National Bank of Hungary (MNB) deputy governor Ferenc Karvalits sees room for further rate cuts but said the bank must proceed with caution as financial markets are still unstable.
Speaking on news radio station Inforádio late on Thursday, Karvalits said that inflation is likely to fall to 2%-2.5%, well below the 3% inflation target, by the second half of 2010 as recession dampens domestic demand. Recession and the inflation outlook make a monetary easing not only possible but also necessary, Karvalits, who is also a member of the rate-setting Monetary Council, said. Markets are still unstable, however, and therefore the bank must reconsider its step thoroughly each time, he said.
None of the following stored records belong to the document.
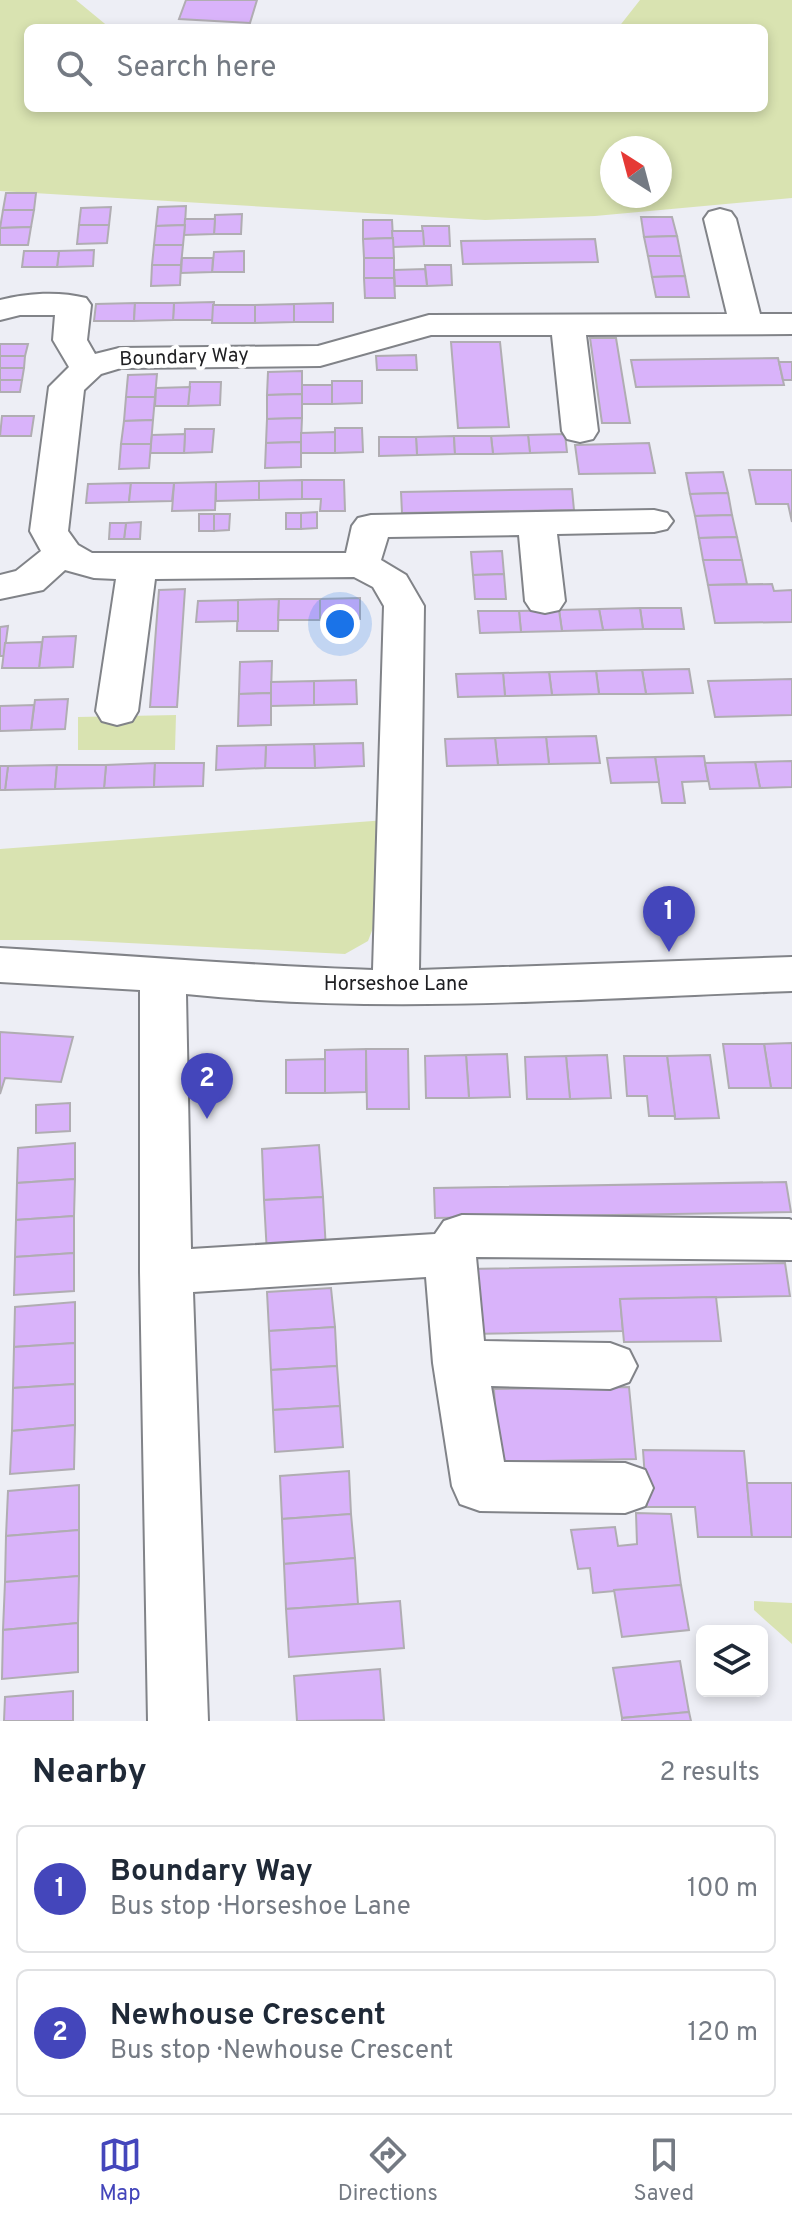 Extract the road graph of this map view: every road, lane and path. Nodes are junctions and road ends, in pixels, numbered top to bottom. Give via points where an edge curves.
1 (720, 219) dead end
2 (0, 310) edge
3 (746, 324) junction
4 (792, 324) edge
5 (568, 325) junction
6 (89, 367) junction
7 (580, 431) dead end
8 (654, 521) dead end
9 (537, 524) junction
10 (62, 553) junction
11 (357, 565) junction
12 (142, 567) junction
13 (0, 587) edge
14 (545, 601) dead end
15 (117, 711) dead end
16 (0, 965) edge
17 (163, 974) junction
18 (792, 974) edge
19 (396, 988) junction
20 (789, 1240) dead end
21 (450, 1254) junction
22 (166, 1272) junction
23 (460, 1363) junction
24 (610, 1366) dead end
25 (625, 1488) dead end
26 (178, 1721) edge

1 - 3 street
2 - 6 street via 74,305 68,338 72,351
3 - 4 street, Boundary Way
3 - 5 street, Boundary Way
5 - 6 street, Boundary Way via 429,325 320,356 147,356
5 - 7 street
6 - 10 street via 71,380 64,394 49,531
8 - 9 street
9 - 11 street via 371,526 366,553
9 - 14 street
10 - 12 street via 82,565
10 - 13 street via 29,581
11 - 12 street
11 - 19 street via 394,583 404,606
12 - 15 street via 136,575
16 - 17 street, Horseshoe Lane
17 - 19 street, Horseshoe Lane
17 - 22 street
18 - 19 street, Horseshoe Lane
20 - 21 street via 462,1236
21 - 22 street
21 - 23 street
22 - 26 street
23 - 24 street
23 - 25 street via 480,1486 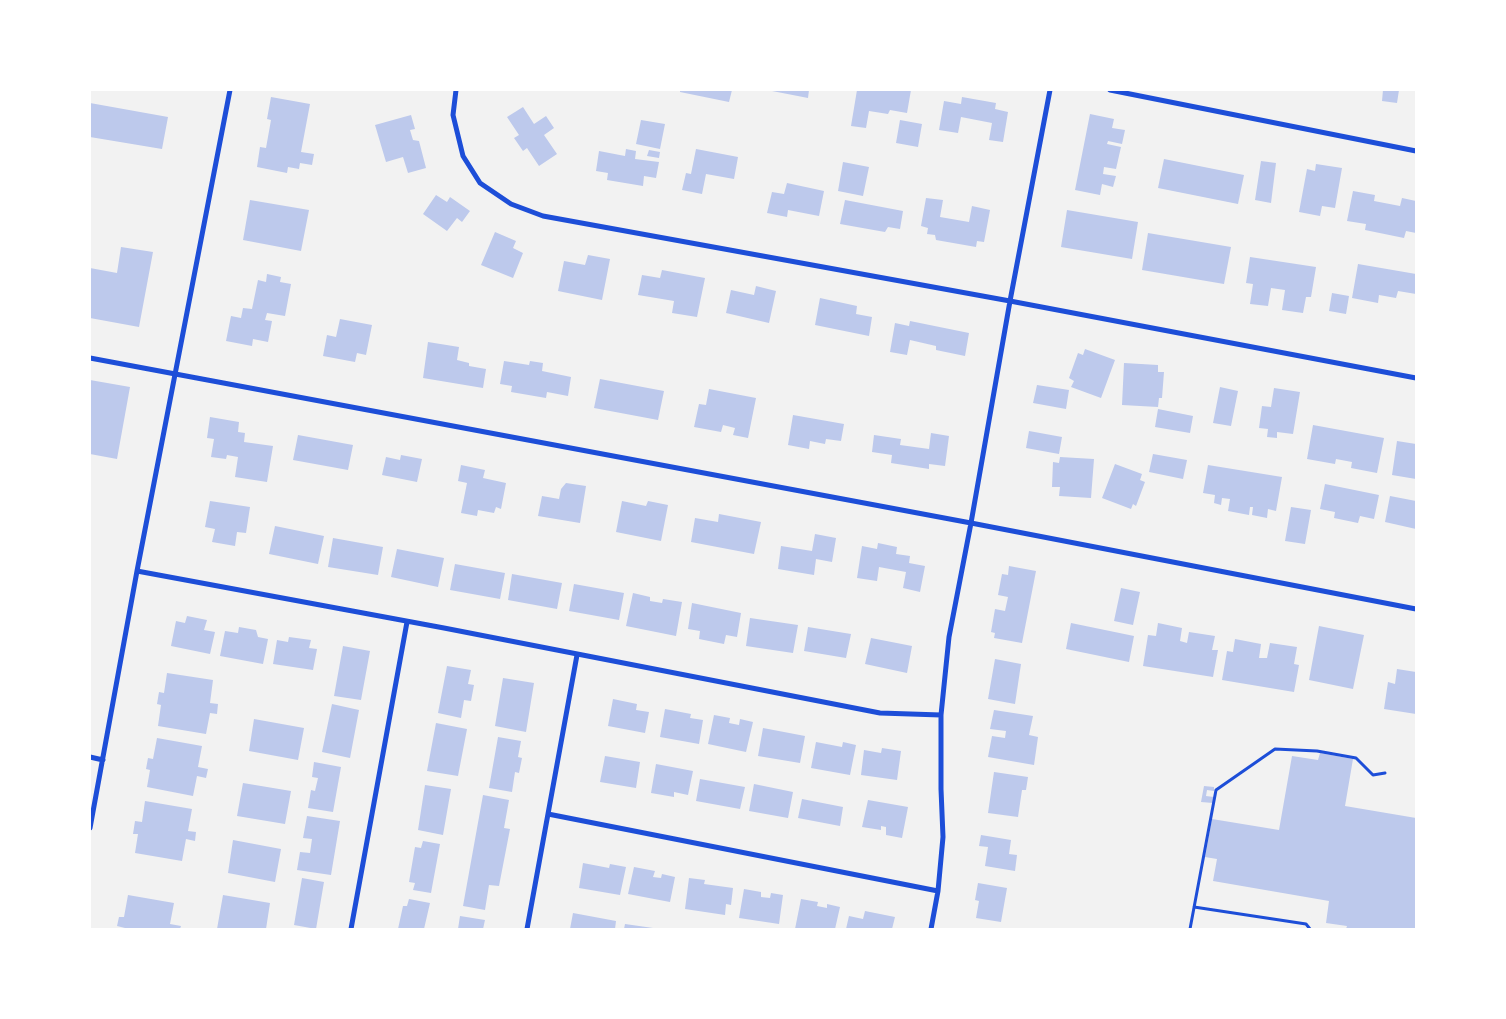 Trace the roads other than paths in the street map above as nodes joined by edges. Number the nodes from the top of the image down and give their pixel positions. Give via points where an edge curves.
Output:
1 (230, 90) edge
2 (456, 90) edge
3 (1050, 90) edge
4 (1110, 90) edge
5 (1416, 151) edge
6 (1010, 300) junction
7 (90, 358) edge
8 (176, 374) junction
9 (1416, 378) edge
10 (971, 523) junction
11 (137, 571) junction
12 (1416, 609) edge
13 (407, 622) junction
14 (577, 655) junction
15 (941, 715) junction
16 (90, 757) edge
17 (102, 760) junction
18 (548, 814) junction
19 (90, 828) edge
20 (938, 891) junction
21 (350, 929) edge
22 (527, 929) edge
23 (931, 929) edge

1 - 8 street
2 - 6 street via 454,115 462,156 480,184 511,204 543,216
3 - 6 street
4 - 5 street
6 - 9 street
6 - 10 street
7 - 8 street
8 - 10 street
8 - 11 street
10 - 12 street
10 - 15 street via 949,637
11 - 13 street
11 - 17 street
13 - 14 street
13 - 21 street
14 - 15 street via 880,713
14 - 18 street
15 - 20 street via 940,789 944,837
16 - 17 street
17 - 19 street
18 - 20 street
18 - 22 street
20 - 23 street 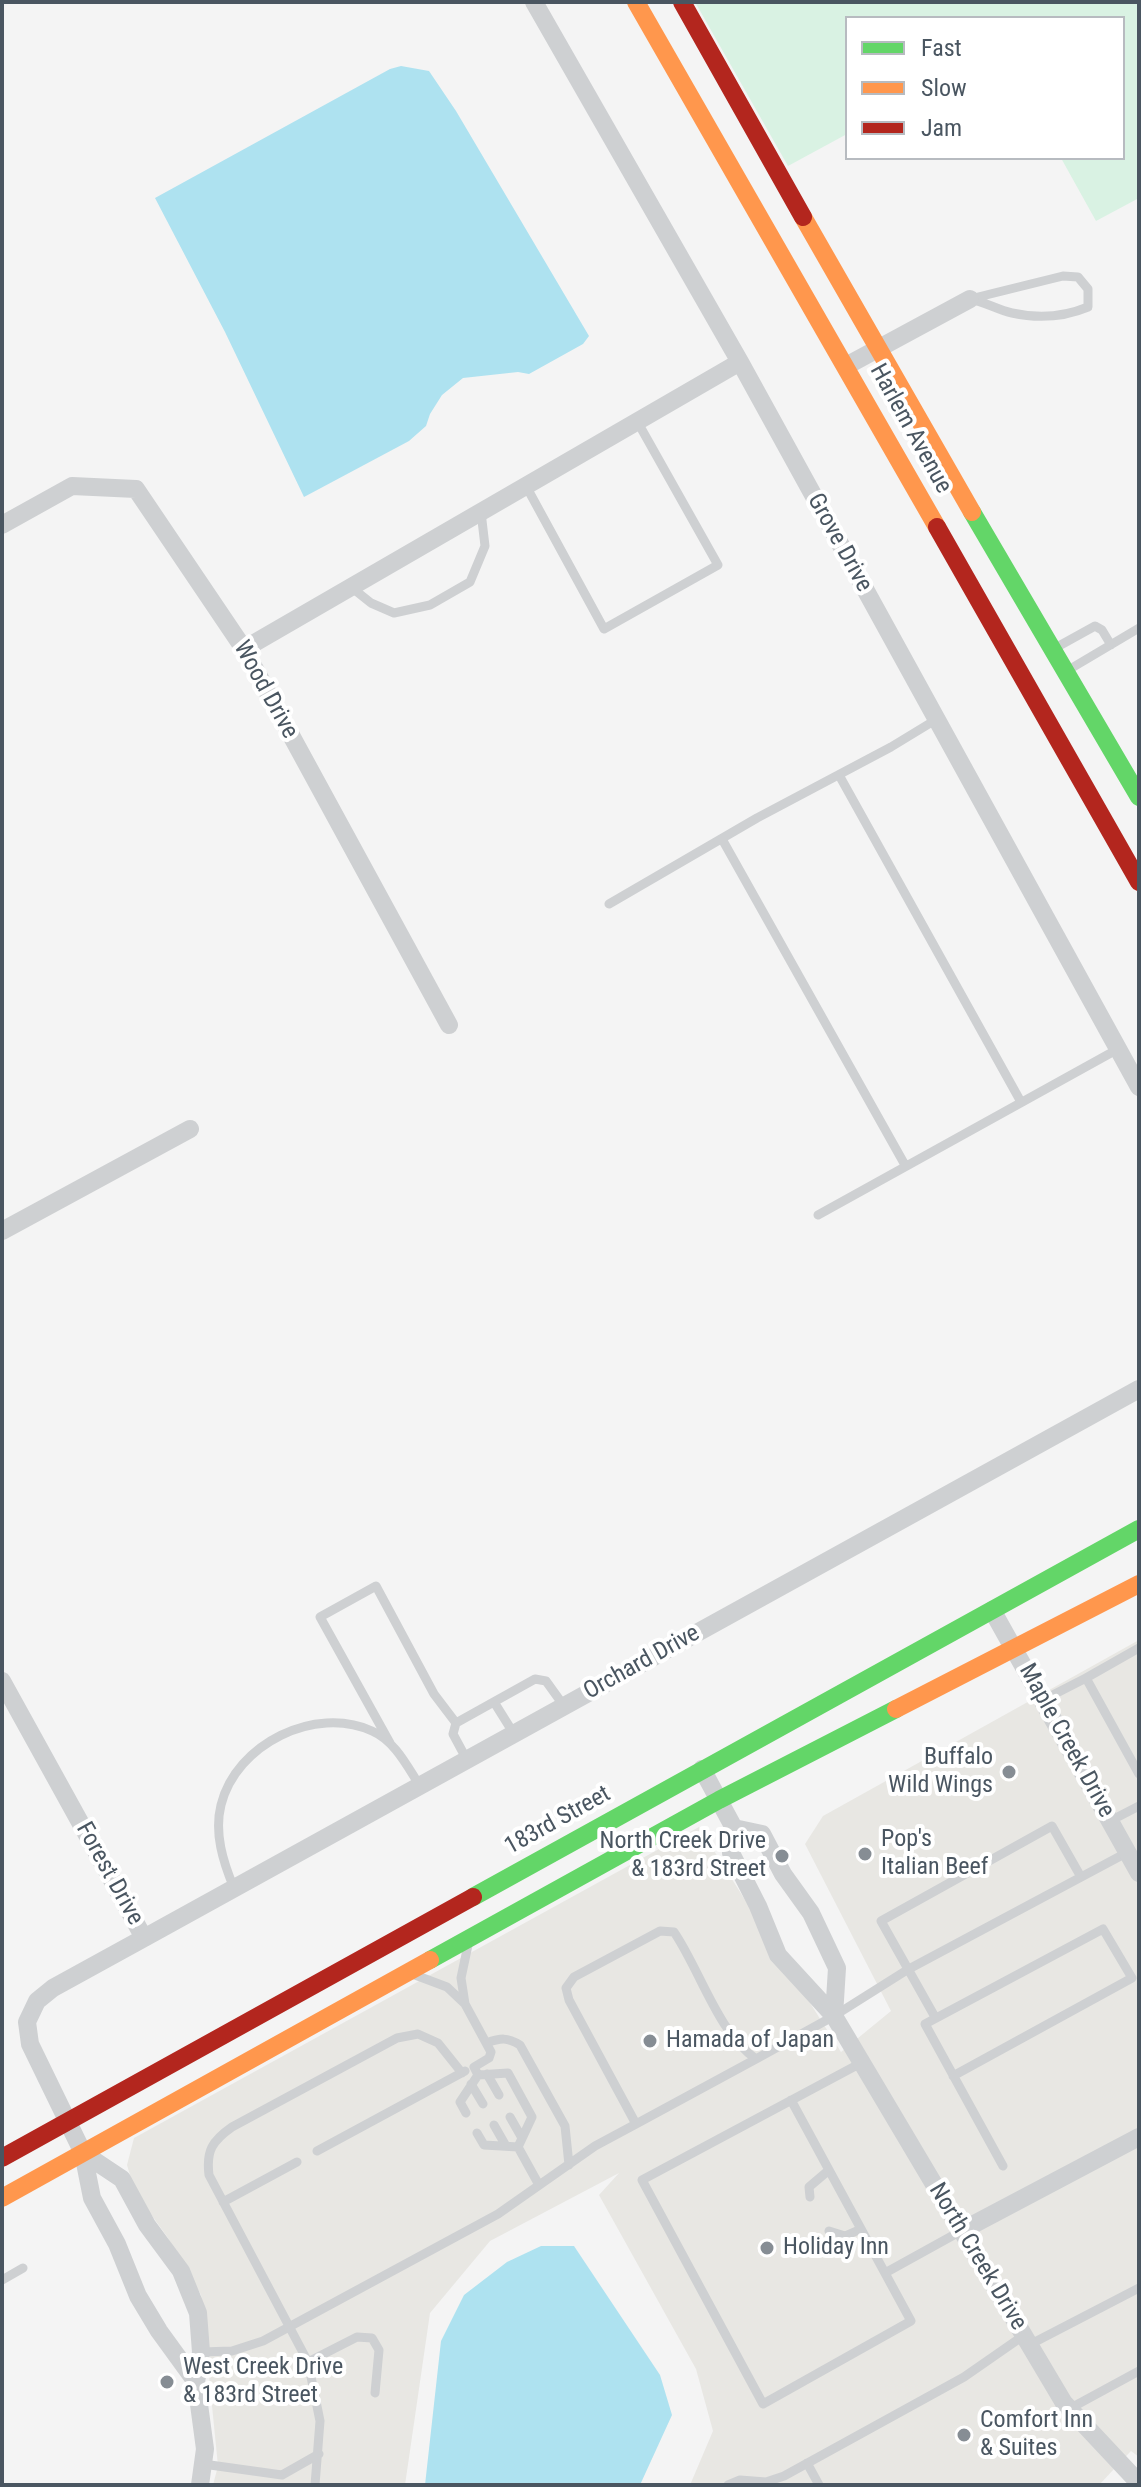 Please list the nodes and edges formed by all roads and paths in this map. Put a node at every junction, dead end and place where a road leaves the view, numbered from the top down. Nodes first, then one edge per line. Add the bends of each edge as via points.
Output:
1 (534, 2) edge
2 (636, 2) edge
3 (682, 2) edge
4 (970, 299) junction
5 (877, 349) junction
6 (740, 362) junction
7 (846, 366) junction
8 (637, 421) junction
9 (526, 486) junction
10 (481, 512) junction
11 (2, 525) edge
12 (351, 587) junction
13 (1139, 628) edge
14 (1111, 645) junction
15 (244, 649) junction
16 (1054, 649) junction
17 (1067, 671) junction
18 (937, 719) junction
19 (839, 775) junction
20 (1139, 797) edge
21 (722, 839) junction
22 (1138, 877) edge
23 (609, 904) dead end
24 (449, 1025) dead end
25 (1118, 1049) junction
26 (1139, 1087) edge
27 (1021, 1102) junction
28 (190, 1129) dead end
29 (905, 1165) junction
30 (818, 1215) dead end
31 (2, 1231) edge
32 (1139, 1389) edge
33 (1139, 1529) edge
34 (1139, 1584) edge
35 (992, 1610) junction
36 (1013, 1647) junction
37 (1139, 1648) edge
38 (1086, 1678) junction
39 (2, 1681) edge
40 (1043, 1700) junction
41 (494, 1702) junction
42 (564, 1706) junction
43 (456, 1723) junction
44 (514, 1734) junction
45 (390, 1743) junction
46 (467, 1760) junction
47 (702, 1769) junction
48 (1139, 1774) edge
49 (420, 1786) junction
50 (719, 1800) junction
51 (1139, 1806) edge
52 (1110, 1821) junction
53 (734, 1828) junction
54 (1135, 1863) edge
55 (1081, 1877) junction
56 (234, 1888) junction
57 (144, 1938) junction
58 (470, 1938) junction
59 (907, 1970) junction
60 (408, 1972) junction
61 (465, 2004) junction
62 (834, 2016) junction
63 (935, 2017) junction
64 (486, 2043) junction
65 (756, 2059) junction
66 (861, 2063) junction
67 (479, 2072) junction
68 (462, 2073) junction
69 (953, 2076) junction
70 (471, 2084) junction
71 (499, 2095) dead end
72 (791, 2100) junction
73 (483, 2104) dead end
74 (466, 2113) dead end
75 (510, 2117) dead end
76 (68, 2122) junction
77 (636, 2124) junction
78 (494, 2125) dead end
79 (477, 2133) dead end
80 (1139, 2137) edge
81 (520, 2142) junction
82 (506, 2146) junction
83 (317, 2151) dead end
84 (83, 2153) junction
85 (2, 2158) edge
86 (297, 2162) dead end
87 (569, 2165) junction
88 (1003, 2166) dead end
89 (829, 2170) junction
90 (539, 2185) junction
91 (810, 2197) dead end
92 (2, 2198) edge
93 (223, 2202) junction
94 (861, 2229) junction
95 (829, 2231) dead end
96 (961, 2231) junction
97 (23, 2268) dead end
98 (885, 2273) junction
99 (2, 2280) edge
100 (1139, 2288) edge
101 (290, 2326) junction
102 (1026, 2340) junction
103 (201, 2352) junction
104 (308, 2362) junction
105 (1139, 2371) edge
106 (196, 2382) junction
107 (375, 2393) dead end
108 (1069, 2409) junction
109 (319, 2454) junction
110 (807, 2463) junction
111 (203, 2464) junction
112 (282, 2475) junction
113 (1131, 2482) edge
114 (200, 2485) edge
115 (277, 2485) edge
116 (315, 2485) edge
117 (728, 2485) edge
118 (819, 2485) edge

1 - 6 street, Grove Drive
2 - 7 street, Harlem Avenue
3 - 5 street, Harlem Avenue
4 - 4 lane via 1063,276 1078,277 1088,289 1088,307 1067,316 1010,313
4 - 5 street
5 - 7 street
5 - 16 street, Harlem Avenue
6 - 8 street
6 - 18 street, Grove Drive
7 - 22 street, Harlem Avenue
8 - 9 street
8 - 9 lane via 718,565 604,629
9 - 10 street
10 - 12 street
10 - 12 lane via 485,546 470,582 430,605 394,613
11 - 15 street, Wood Drive via 72,486 136,489
12 - 15 street
13 - 14 lane
14 - 16 lane via 1095,626
14 - 17 lane
15 - 24 street, Wood Drive
16 - 17 street, Harlem Avenue
17 - 20 street, Harlem Avenue
18 - 19 lane
18 - 25 street, Grove Drive
19 - 21 lane
19 - 27 lane
21 - 23 lane
21 - 29 lane
25 - 26 street, Grove Drive
25 - 27 lane
27 - 29 lane
28 - 31 street
29 - 30 lane
32 - 42 street, Orchard Drive
33 - 35 street, 183rd Street
34 - 36 street
35 - 36 street, Maple Creek Drive
35 - 47 street, 183rd Street
36 - 40 street, Maple Creek Drive
36 - 50 street
37 - 38 lane
38 - 40 lane
38 - 48 lane
39 - 57 street, Forest Drive
40 - 52 street, Maple Creek Drive
41 - 42 lane via 541,1679
41 - 43 lane
41 - 44 lane
42 - 44 street, Orchard Drive
43 - 45 lane via 434,1694 376,1586 320,1617
43 - 46 lane via 453,1734
44 - 46 street, Orchard Drive
45 - 49 lane
45 - 56 lane via 372,1731 338,1722 309,1724 281,1735 249,1758 231,1780 220,1806 222,1860
46 - 49 street, Orchard Drive
47 - 50 street, North Creek Drive
47 - 76 street, 183rd Street
49 - 56 street, Orchard Drive
50 - 53 street, North Creek Drive
50 - 58 street
51 - 52 lane
52 - 54 street, Maple Creek Drive
53 - 62 street, North Creek Drive via 731,1853 778,1955
53 - 62 street via 762,1834 811,1913 837,1968
54 - 55 lane
55 - 59 lane
55 - 59 lane via 1052,1826 881,1921
56 - 57 street, Orchard Drive
57 - 76 street, Forest Drive via 53,1988 37,2001 27,2022 30,2044
58 - 60 street
58 - 61 lane via 461,1978
59 - 62 lane
59 - 63 lane
60 - 61 lane via 447,1987
60 - 84 street
61 - 64 lane
62 - 65 lane
62 - 66 street, North Creek Drive
63 - 69 lane via 925,2024
63 - 69 lane via 1103,1929 1132,1978
64 - 67 lane via 491,2052
64 - 87 lane via 501,2038 520,2045 565,2126
65 - 77 lane
65 - 77 lane via 729,2030 674,1932 660,1931 574,1977 566,1988 569,2000
66 - 72 lane
66 - 96 street, North Creek Drive
67 - 68 lane
67 - 70 lane
67 - 71 lane
67 - 81 lane via 508,2073 532,2117
68 - 83 lane
68 - 93 lane via 438,2043 418,2034 397,2038 328,2075 215,2139 207,2156 209,2175
69 - 88 lane
70 - 73 lane
70 - 74 lane via 460,2102
72 - 89 lane
72 - 98 lane via 642,2180 763,2404 911,2321
75 - 81 lane
76 - 84 street, Forest Drive
76 - 85 street, 183rd Street
77 - 87 lane
78 - 82 lane
79 - 82 lane via 484,2145
80 - 96 street
81 - 82 lane
81 - 90 lane
84 - 92 street
84 - 103 street via 122,2179 181,2271 198,2313
84 - 106 street, Forest Drive via 92,2198 138,2296
86 - 93 lane
87 - 90 lane
89 - 91 lane via 809,2187
89 - 94 lane
90 - 101 lane via 498,2214
93 - 101 lane
94 - 95 lane via 845,2236
94 - 98 lane
96 - 98 lane
96 - 102 street, North Creek Drive
97 - 99 lane
100 - 102 lane
101 - 103 lane via 232,2351
101 - 104 lane
102 - 108 street, North Creek Drive
102 - 110 lane
103 - 106 street
104 - 107 lane via 357,2337 372,2338 379,2350
104 - 109 lane via 320,2421
105 - 108 lane
106 - 111 street
108 - 113 street, North Creek Drive
109 - 112 lane
109 - 116 lane
110 - 117 lane via 766,2482 740,2480
110 - 118 lane
111 - 112 lane
111 - 114 street
112 - 115 lane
The MNB cut the key Hungarian base rate by 100bp in July and by another 50bp in August, bringing the rate to 8.00%. The cuts were the first since the end of January.
The IMF loan serves as a security buffer, and not as additional resources, Karvalits said. Hungary wants to extend the availability of the remaining two tranches of the IMF standby credit by six to nine months from the original March 2010 deadline, he added.
The IMF, the EU and the World Bank approved a combined EUR 20 billion credit to Hungary after its bond market locked up in the autumn. An IMF delegation is currently in Hungary for a scheduled quarterly review. (MTI-Econews)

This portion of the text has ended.